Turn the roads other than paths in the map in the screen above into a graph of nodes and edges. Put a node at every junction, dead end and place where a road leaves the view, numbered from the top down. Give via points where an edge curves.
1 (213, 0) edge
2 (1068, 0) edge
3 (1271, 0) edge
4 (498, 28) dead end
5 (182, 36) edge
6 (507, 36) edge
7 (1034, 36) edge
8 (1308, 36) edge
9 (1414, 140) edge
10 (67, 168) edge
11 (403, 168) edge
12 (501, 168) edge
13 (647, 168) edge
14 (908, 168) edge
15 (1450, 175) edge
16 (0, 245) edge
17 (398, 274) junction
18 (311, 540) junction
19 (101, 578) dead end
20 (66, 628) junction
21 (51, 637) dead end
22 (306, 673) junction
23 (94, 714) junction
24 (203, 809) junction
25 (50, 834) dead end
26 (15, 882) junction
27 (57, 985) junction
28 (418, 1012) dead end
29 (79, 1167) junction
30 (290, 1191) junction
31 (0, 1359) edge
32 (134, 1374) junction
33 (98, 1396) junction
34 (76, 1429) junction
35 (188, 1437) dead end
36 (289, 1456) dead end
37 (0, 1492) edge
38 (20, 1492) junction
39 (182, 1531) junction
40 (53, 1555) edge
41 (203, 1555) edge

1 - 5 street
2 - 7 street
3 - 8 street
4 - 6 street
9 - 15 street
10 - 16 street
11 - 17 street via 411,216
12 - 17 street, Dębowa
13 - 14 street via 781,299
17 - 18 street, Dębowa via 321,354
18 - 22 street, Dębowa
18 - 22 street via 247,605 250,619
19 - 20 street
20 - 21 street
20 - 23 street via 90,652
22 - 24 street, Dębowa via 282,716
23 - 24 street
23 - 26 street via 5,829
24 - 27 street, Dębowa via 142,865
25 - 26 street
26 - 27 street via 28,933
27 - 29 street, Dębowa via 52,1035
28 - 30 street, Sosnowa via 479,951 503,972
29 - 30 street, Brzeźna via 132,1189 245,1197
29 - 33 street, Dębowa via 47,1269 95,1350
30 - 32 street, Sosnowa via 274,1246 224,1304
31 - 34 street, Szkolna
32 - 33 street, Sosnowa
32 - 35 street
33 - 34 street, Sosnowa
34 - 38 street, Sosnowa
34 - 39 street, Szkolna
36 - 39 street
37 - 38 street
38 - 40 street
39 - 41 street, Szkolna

################

▶ [WHAT IS EXPECTED] All of the lines above are to be restated word for word.

▶ [TASK OUTPUT]
Turn the roads other than paths in the map in the screen above into a graph of nodes and edges. Put a node at every junction, dead end and place where a road leaves the view, numbered from the top down. Give via points where an edge curves.
1 (213, 0) edge
2 (1068, 0) edge
3 (1271, 0) edge
4 (498, 28) dead end
5 (182, 36) edge
6 (507, 36) edge
7 (1034, 36) edge
8 (1308, 36) edge
9 (1414, 140) edge
10 (67, 168) edge
11 (403, 168) edge
12 (501, 168) edge
13 (647, 168) edge
14 (908, 168) edge
15 (1450, 175) edge
16 (0, 245) edge
17 (398, 274) junction
18 (311, 540) junction
19 (101, 578) dead end
20 (66, 628) junction
21 (51, 637) dead end
22 (306, 673) junction
23 (94, 714) junction
24 (203, 809) junction
25 (50, 834) dead end
26 (15, 882) junction
27 (57, 985) junction
28 (418, 1012) dead end
29 (79, 1167) junction
30 (290, 1191) junction
31 (0, 1359) edge
32 (134, 1374) junction
33 (98, 1396) junction
34 (76, 1429) junction
35 (188, 1437) dead end
36 (289, 1456) dead end
37 (0, 1492) edge
38 (20, 1492) junction
39 (182, 1531) junction
40 (53, 1555) edge
41 (203, 1555) edge

1 - 5 street
2 - 7 street
3 - 8 street
4 - 6 street
9 - 15 street
10 - 16 street
11 - 17 street via 411,216
12 - 17 street, Dębowa
13 - 14 street via 781,299
17 - 18 street, Dębowa via 321,354
18 - 22 street, Dębowa
18 - 22 street via 247,605 250,619
19 - 20 street
20 - 21 street
20 - 23 street via 90,652
22 - 24 street, Dębowa via 282,716
23 - 24 street
23 - 26 street via 5,829
24 - 27 street, Dębowa via 142,865
25 - 26 street
26 - 27 street via 28,933
27 - 29 street, Dębowa via 52,1035
28 - 30 street, Sosnowa via 479,951 503,972
29 - 30 street, Brzeźna via 132,1189 245,1197
29 - 33 street, Dębowa via 47,1269 95,1350
30 - 32 street, Sosnowa via 274,1246 224,1304
31 - 34 street, Szkolna
32 - 33 street, Sosnowa
32 - 35 street
33 - 34 street, Sosnowa
34 - 38 street, Sosnowa
34 - 39 street, Szkolna
36 - 39 street
37 - 38 street
38 - 40 street
39 - 41 street, Szkolna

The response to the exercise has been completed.